Collected data entries:
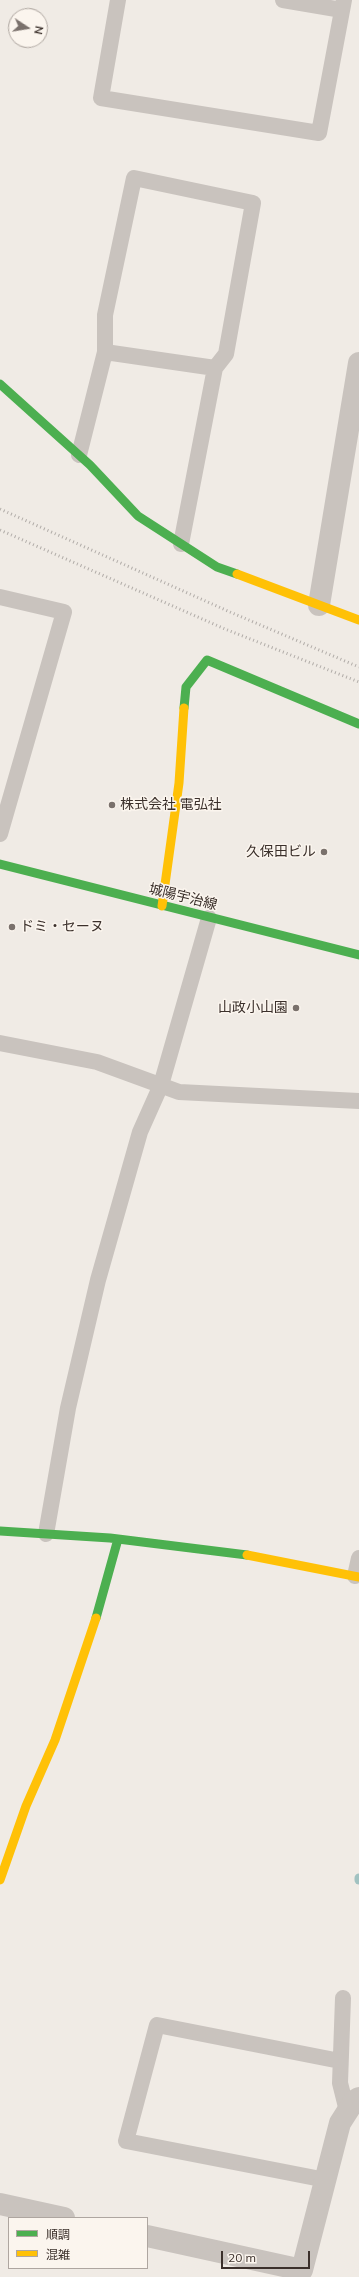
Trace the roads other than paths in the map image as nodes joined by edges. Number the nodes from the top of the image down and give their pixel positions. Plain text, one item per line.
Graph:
1 (118, 0) edge
2 (283, 0) edge
3 (343, 5) edge
4 (105, 352) junction
5 (359, 363) edge
6 (215, 368) junction
7 (0, 384) edge
8 (79, 455) junction
9 (181, 544) junction
10 (0, 597) edge
11 (319, 605) junction
12 (359, 620) edge
13 (359, 724) edge
14 (0, 834) edge
15 (0, 864) edge
16 (162, 906) junction
17 (209, 918) junction
18 (359, 956) edge
19 (0, 1043) edge
20 (161, 1085) junction
21 (359, 1101) edge
22 (0, 1531) edge
23 (46, 1534) junction
24 (118, 1539) junction
25 (359, 1558) edge
26 (357, 1577) edge
27 (0, 1880) edge
28 (343, 1998) dead end
29 (340, 2061) junction
30 (353, 2104) edge
31 (326, 2180) junction
32 (0, 2204) edge
33 (59, 2217) edge
34 (148, 2236) edge

1 - 3 lane
2 - 3 lane
4 - 6 lane
4 - 6 lane
4 - 8 lane
5 - 11 street
6 - 9 lane
7 - 8 street
8 - 9 street
9 - 11 street
10 - 14 lane
11 - 12 street
13 - 16 street
15 - 16 street, 城陽宇治線
16 - 17 street, 城陽宇治線
17 - 18 street, 城陽宇治線
17 - 20 lane
19 - 20 lane
20 - 21 lane
20 - 23 lane
22 - 23 street
23 - 24 street
24 - 26 street
24 - 27 street
25 - 26 lane
28 - 29 lane
29 - 30 lane
29 - 31 lane
30 - 31 street
31 - 34 street
32 - 33 street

> **Aim of the exercise**:
When you copy the records above, keep every word exact but leave out the pictures.

> **The completed task**:
Trace the roads other than paths in the map image as nodes joined by edges. Number the nodes from the top of the image down and give their pixel positions. Plain text, one item per line.
Graph:
1 (118, 0) edge
2 (283, 0) edge
3 (343, 5) edge
4 (105, 352) junction
5 (359, 363) edge
6 (215, 368) junction
7 (0, 384) edge
8 (79, 455) junction
9 (181, 544) junction
10 (0, 597) edge
11 (319, 605) junction
12 (359, 620) edge
13 (359, 724) edge
14 (0, 834) edge
15 (0, 864) edge
16 (162, 906) junction
17 (209, 918) junction
18 (359, 956) edge
19 (0, 1043) edge
20 (161, 1085) junction
21 (359, 1101) edge
22 (0, 1531) edge
23 (46, 1534) junction
24 (118, 1539) junction
25 (359, 1558) edge
26 (357, 1577) edge
27 (0, 1880) edge
28 (343, 1998) dead end
29 (340, 2061) junction
30 (353, 2104) edge
31 (326, 2180) junction
32 (0, 2204) edge
33 (59, 2217) edge
34 (148, 2236) edge

1 - 3 lane
2 - 3 lane
4 - 6 lane
4 - 6 lane
4 - 8 lane
5 - 11 street
6 - 9 lane
7 - 8 street
8 - 9 street
9 - 11 street
10 - 14 lane
11 - 12 street
13 - 16 street
15 - 16 street, 城陽宇治線
16 - 17 street, 城陽宇治線
17 - 18 street, 城陽宇治線
17 - 20 lane
19 - 20 lane
20 - 21 lane
20 - 23 lane
22 - 23 street
23 - 24 street
24 - 26 street
24 - 27 street
25 - 26 lane
28 - 29 lane
29 - 30 lane
29 - 31 lane
30 - 31 street
31 - 34 street
32 - 33 street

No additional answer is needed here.